In conclusione il basso elettrico nei primi anni della sua creazione è stato uno strumento sempre un po’ nascosto nell’anonimato. Possiamo definirlo quindi come un’evoluzione del più nobile e famoso contrabbasso, che fino ad allora, come abbiamo visto, aveva ricoperto un ruolo importantissimo in tutti i generi musicali, dalla classica al jazz passando per il rock&roll.

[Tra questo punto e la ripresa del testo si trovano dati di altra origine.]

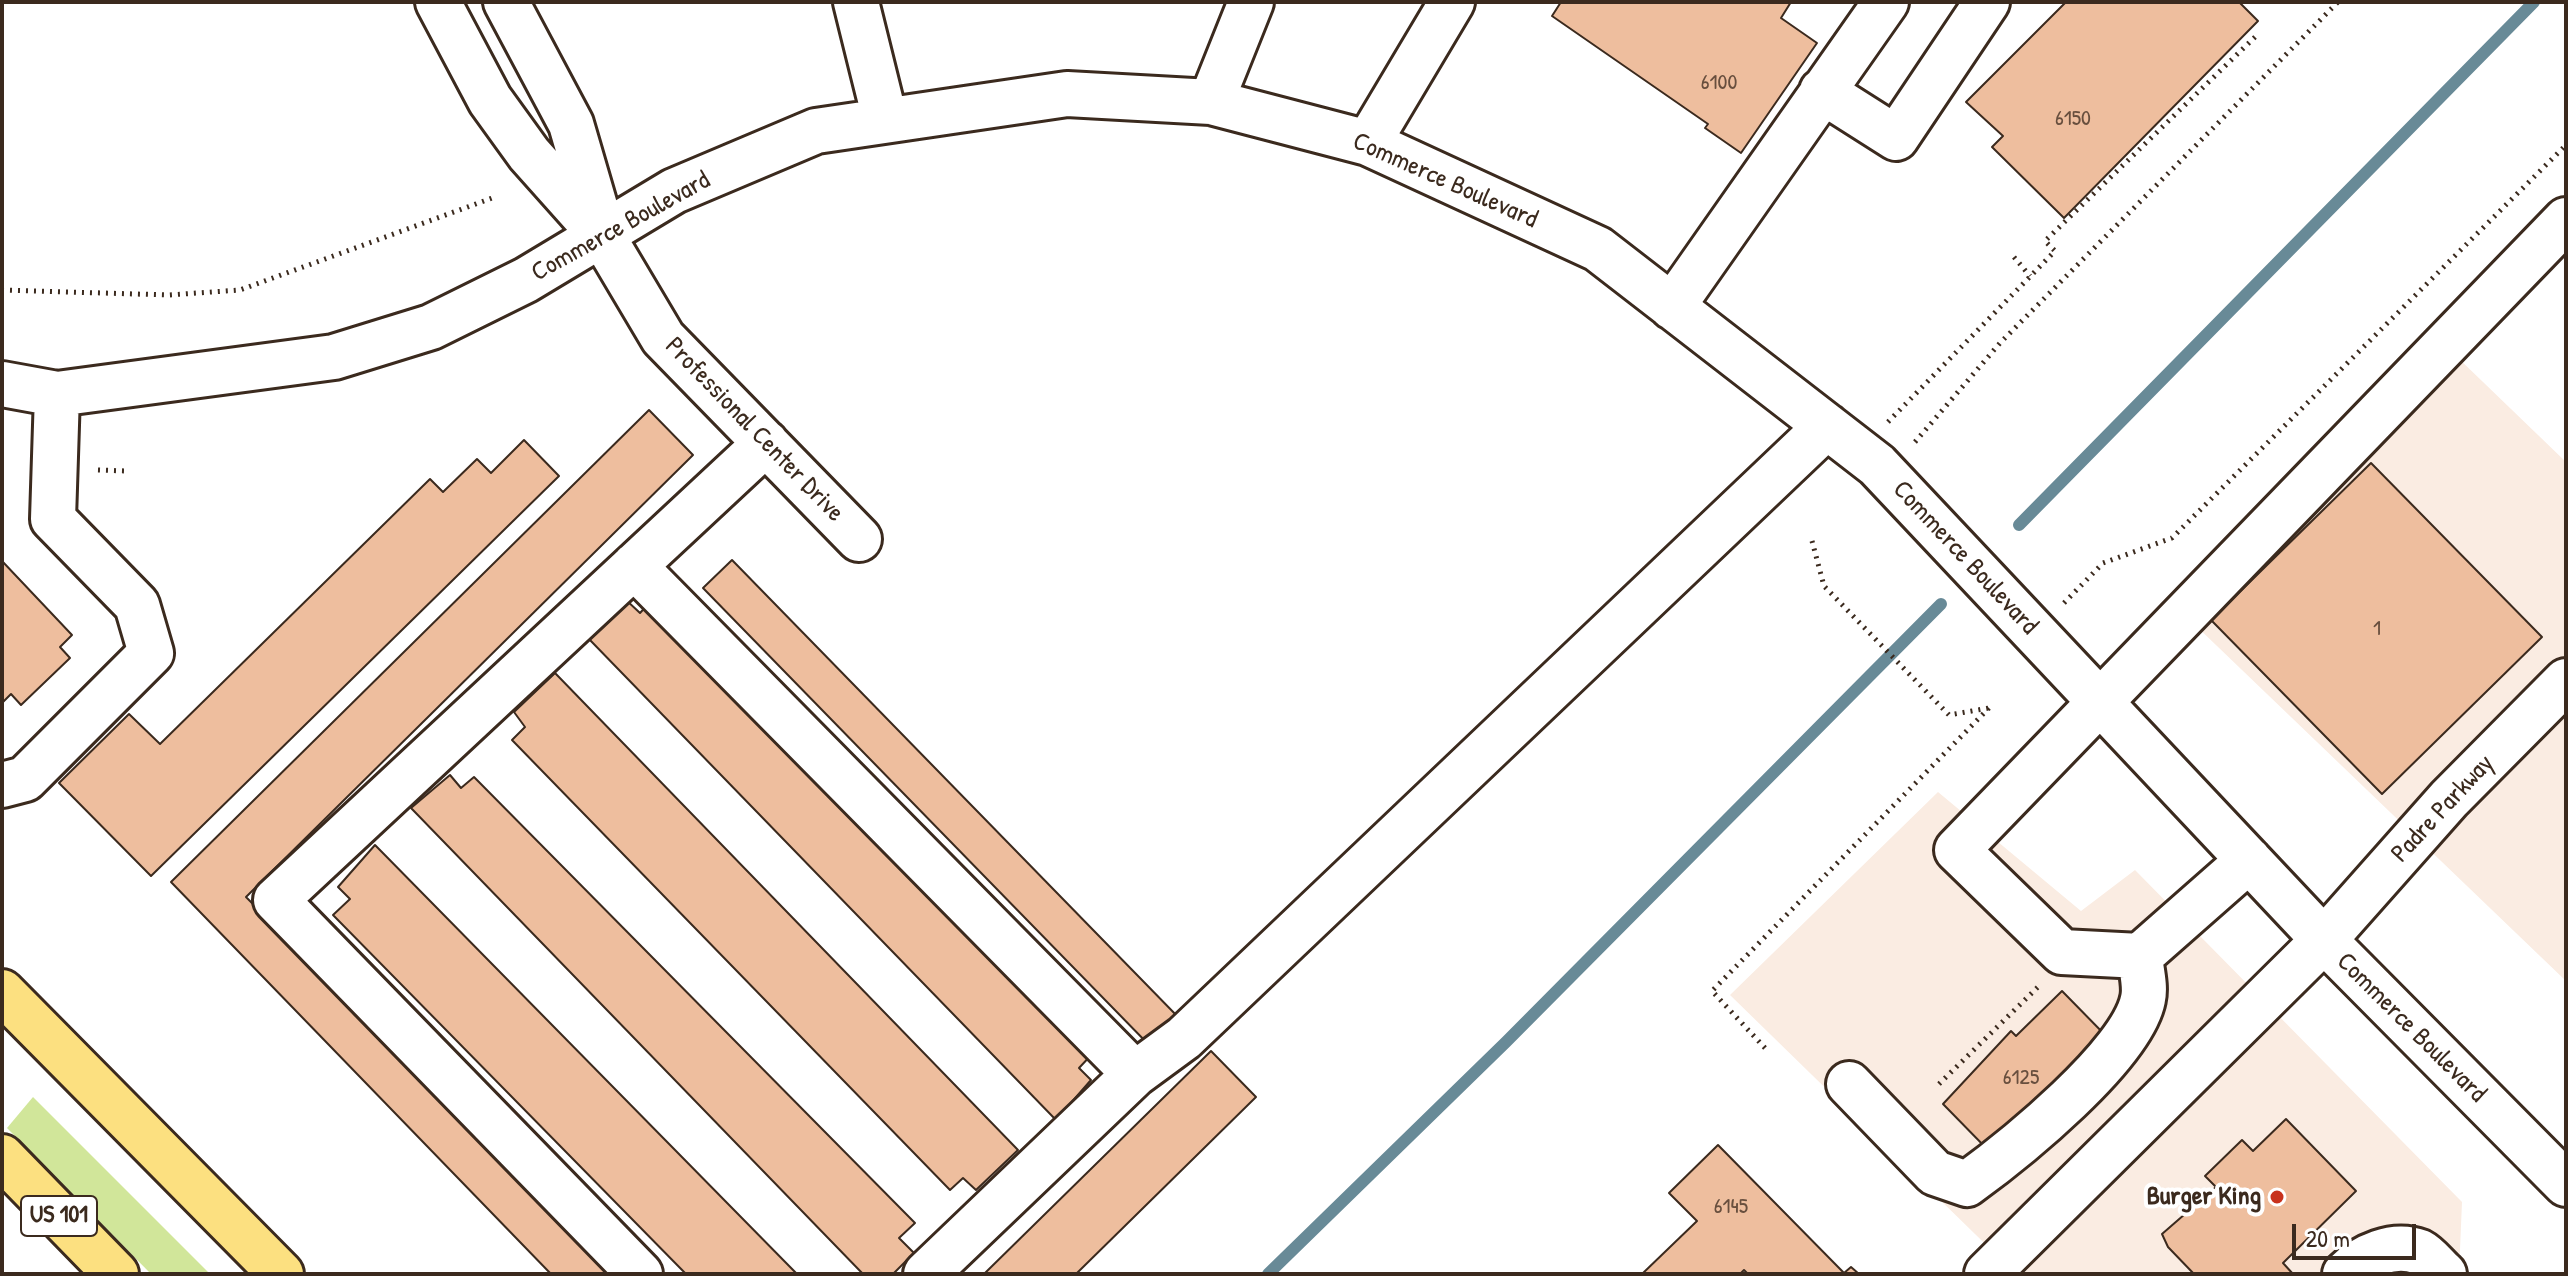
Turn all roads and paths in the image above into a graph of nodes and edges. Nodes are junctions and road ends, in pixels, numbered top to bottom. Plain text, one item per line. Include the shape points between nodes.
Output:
1 (438, 2) edge
2 (506, 2) edge
3 (856, 2) edge
4 (1251, 2) edge
5 (1452, 2) edge
6 (1886, 2) edge
7 (1987, 2) edge
8 (2338, 2) edge
9 (2256, 36) dead end
10 (1822, 91) junction
11 (1211, 102) junction
12 (885, 119) junction
13 (1368, 143) junction
14 (2566, 145) edge
15 (495, 197) dead end
16 (2566, 220) edge
17 (603, 237) junction
18 (2014, 257) dead end
19 (2030, 276) junction
20 (2, 290) edge
21 (1672, 307) junction
22 (2, 384) edge
23 (57, 394) junction
24 (1887, 423) dead end
25 (1827, 426) junction
26 (766, 443) junction
27 (1911, 447) dead end
28 (859, 539) dead end
29 (1812, 541) dead end
30 (634, 566) junction
31 (2064, 603) dead end
32 (2566, 681) edge
33 (2100, 702) junction
34 (2, 785) edge
35 (2249, 860) junction
36 (2324, 940) junction
37 (2140, 956) junction
38 (2052, 973) dead end
39 (2, 992) edge
40 (1765, 1048) dead end
41 (1135, 1074) junction
42 (1849, 1084) dead end
43 (1939, 1084) dead end
44 (2, 1157) edge
45 (2566, 1184) edge
46 (116, 1274) edge
47 (281, 1274) edge
48 (640, 1274) edge
49 (926, 1274) edge
50 (1987, 1274) edge
51 (2345, 1274) edge
52 (2444, 1274) edge

1 - 17 street, Professional Center Drive via 490,100 529,154
2 - 17 street, Professional Center Drive via 571,124
3 - 12 street
4 - 11 street
5 - 13 street
6 - 10 street
7 - 10 street via 1896,138
8 - 27 path via 2000,343
9 - 19 path via 2045,241 2055,251
10 - 21 street
11 - 12 street, Commerce Boulevard via 1067,94
11 - 13 street, Commerce Boulevard
12 - 17 street, Commerce Boulevard via 816,131 674,191
13 - 21 street, Commerce Boulevard via 1598,249
14 - 31 path via 2172,538 2103,563
15 - 20 path via 240,290 169,295
16 - 33 street
17 - 23 street, Commerce Boulevard via 431,327 334,357
17 - 26 street, Professional Center Drive via 663,338
18 - 19 path
19 - 24 path
21 - 25 street, Commerce Boulevard
22 - 23 street, Commerce Boulevard
23 - 34 street via 53,519 137,605 151,653 25,779
25 - 33 street, Commerce Boulevard via 1877,465
25 - 41 street via 1184,1038
26 - 28 street, Professional Center Drive
26 - 30 street
29 - 40 path via 1824,586 1949,715 1989,708 1712,991
30 - 41 street
30 - 48 street via 276,900
32 - 36 street, Padre Parkway via 2449,799
33 - 35 street, Commerce Boulevard
33 - 37 street via 1957,850 2062,952
35 - 36 street, Commerce Boulevard
35 - 37 street
36 - 45 street, Commerce Boulevard
36 - 50 street, Padre Parkway
37 - 42 street via 2144,998 2128,1036 2025,1142 1967,1184 1935,1173
38 - 43 path
39 - 47 highway
41 - 49 street
44 - 46 highway, US 101
51 - 52 street via 2359,1260 2390,1249 2421,1253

L’introduzione nel mercato degli strumenti del basso elettrico, fu una svolta epocale per il panorama musicale, che si ritrovò ad avere uno strumento facilmente trasportabile, amplificabile e di semplice utilizzo. Proprio quest’ultima caratteristica fu importantissima per la diffusione dello strumento. Grazie all’introduzione dei tasti, lo strumento aveva un’intonazione più precisa della nota emessa. Per questo motivo il primo basso realizzato da Leo Fender porta il nome di Precision.

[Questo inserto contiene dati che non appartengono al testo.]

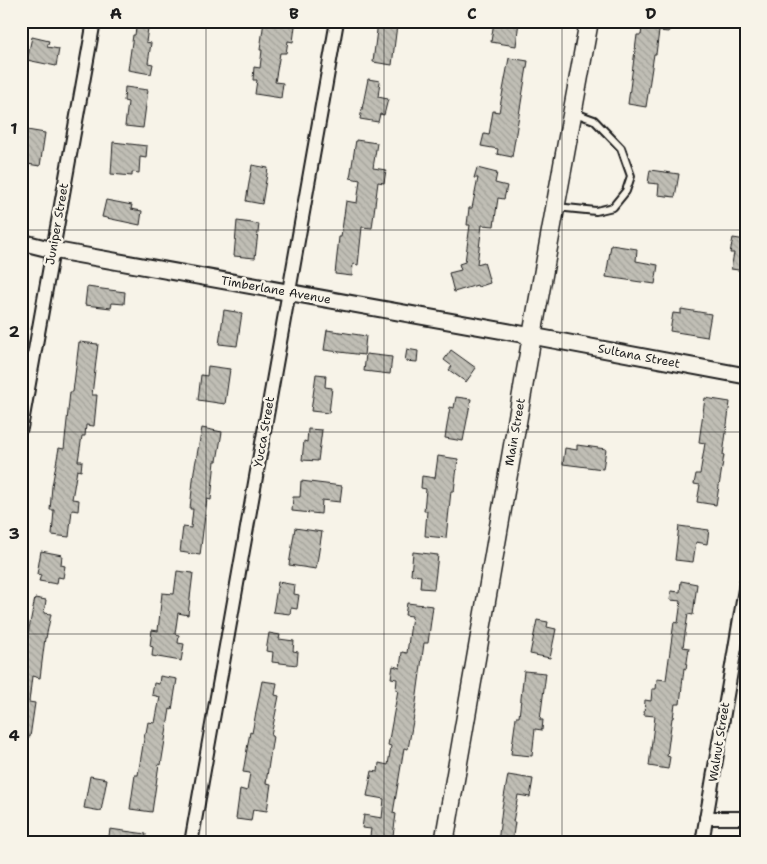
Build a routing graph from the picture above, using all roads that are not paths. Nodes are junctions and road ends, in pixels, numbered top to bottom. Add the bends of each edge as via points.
1 (94, 21) edge
2 (337, 21) edge
3 (589, 21) edge
4 (572, 112) junction
5 (555, 207) junction
6 (21, 242) edge
7 (53, 250) junction
8 (288, 292) junction
9 (532, 336) junction
10 (746, 376) edge
11 (21, 428) edge
12 (746, 583) edge
13 (706, 818) junction
14 (746, 818) edge
15 (191, 843) edge
16 (444, 843) edge
17 (702, 843) edge

1 - 7 street, Juniper Street
2 - 8 street, Yucca Street
3 - 4 main road, Main Street
4 - 5 main road, Main Street
4 - 5 lane via 594,120 621,148 631,176 626,191 612,207 596,211
5 - 9 main road, Main Street
6 - 7 street, Timberlane Avenue
7 - 8 street, Timberlane Avenue
7 - 11 street, Juniper Street
8 - 9 street, Timberlane Avenue
8 - 15 street, Yucca Street
9 - 10 street, Sultana Street
9 - 16 main road, Main Street
12 - 13 street, Walnut Street
13 - 14 street
13 - 17 street, Walnut Street

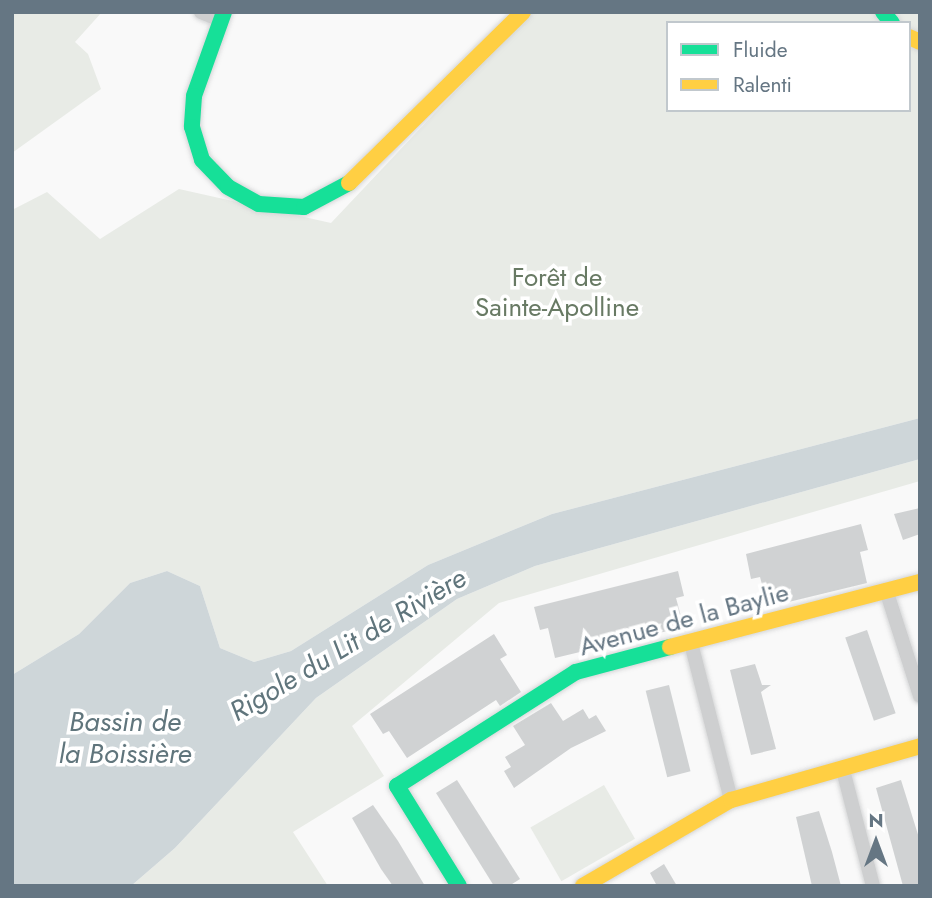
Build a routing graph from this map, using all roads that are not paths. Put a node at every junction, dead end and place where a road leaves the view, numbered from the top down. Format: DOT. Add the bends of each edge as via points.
graph roads {
  1 [pos="201,12"];
  2 [pos="523,12"];
  3 [pos="223,16"];
  4 [pos="920,582"];
  5 [pos="887,593"];
  6 [pos="691,643"];
  7 [pos="920,696"];
  8 [pos="920,746"];
  9 [pos="843,770"];
  10 [pos="731,800"];
  11 [pos="589,884"];
  12 [pos="459,886"];
  13 [pos="873,886"];
  1 -- 3 [label="street"];
  2 -- 3 [label="street" via="374,163 342,189 304,207 259,204 228,187 202,160 192,127 194,96"];
  4 -- 5 [label="street, Avenue de la Baylie"];
  5 -- 6 [label="street, Avenue de la Baylie"];
  5 -- 7 [label="street"];
  6 -- 10 [label="street"];
  6 -- 12 [label="street, Avenue de la Baylie" via="576,673 397,786"];
  8 -- 9 [label="street"];
  9 -- 10 [label="street"];
  9 -- 13 [label="street"];
  10 -- 11 [label="street"];
}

Nella società musicale italiana (negli anni della prima diffusione del basso elettrico ) lo strumento veniva considerato poco e di solito, l’ultimo arrivato di una qualsiasi band, di aspiranti giovani musicisti, simpaticamente veniva rilegato a ruolo di bassista. L’apparente semplicità d’utilizzo del basso, permetteva quindi anche a persone che fino ad allora non avevano mai avuto esperienze musicali, di iniziare a suonare in una band. Più in là, il basso elettrico rese possibile il diffondersi di generi musicali fino ad allora inesplorati, fino ad arrivare al basso elettrico che conosciamo tutt’ora, reso addirittura una strumento solista e di completa espressività.
Tutto ciò è stato possibile grazie alla ricerca di musicisti del calibro di Jaco Pastorius, Paul Mcartney, James Jamerson, Marcus Miller, Steve Swallow e tantissimi altri, che a mano a mano diedero un contributo notevole all’affermazione di nuovi generi musicali.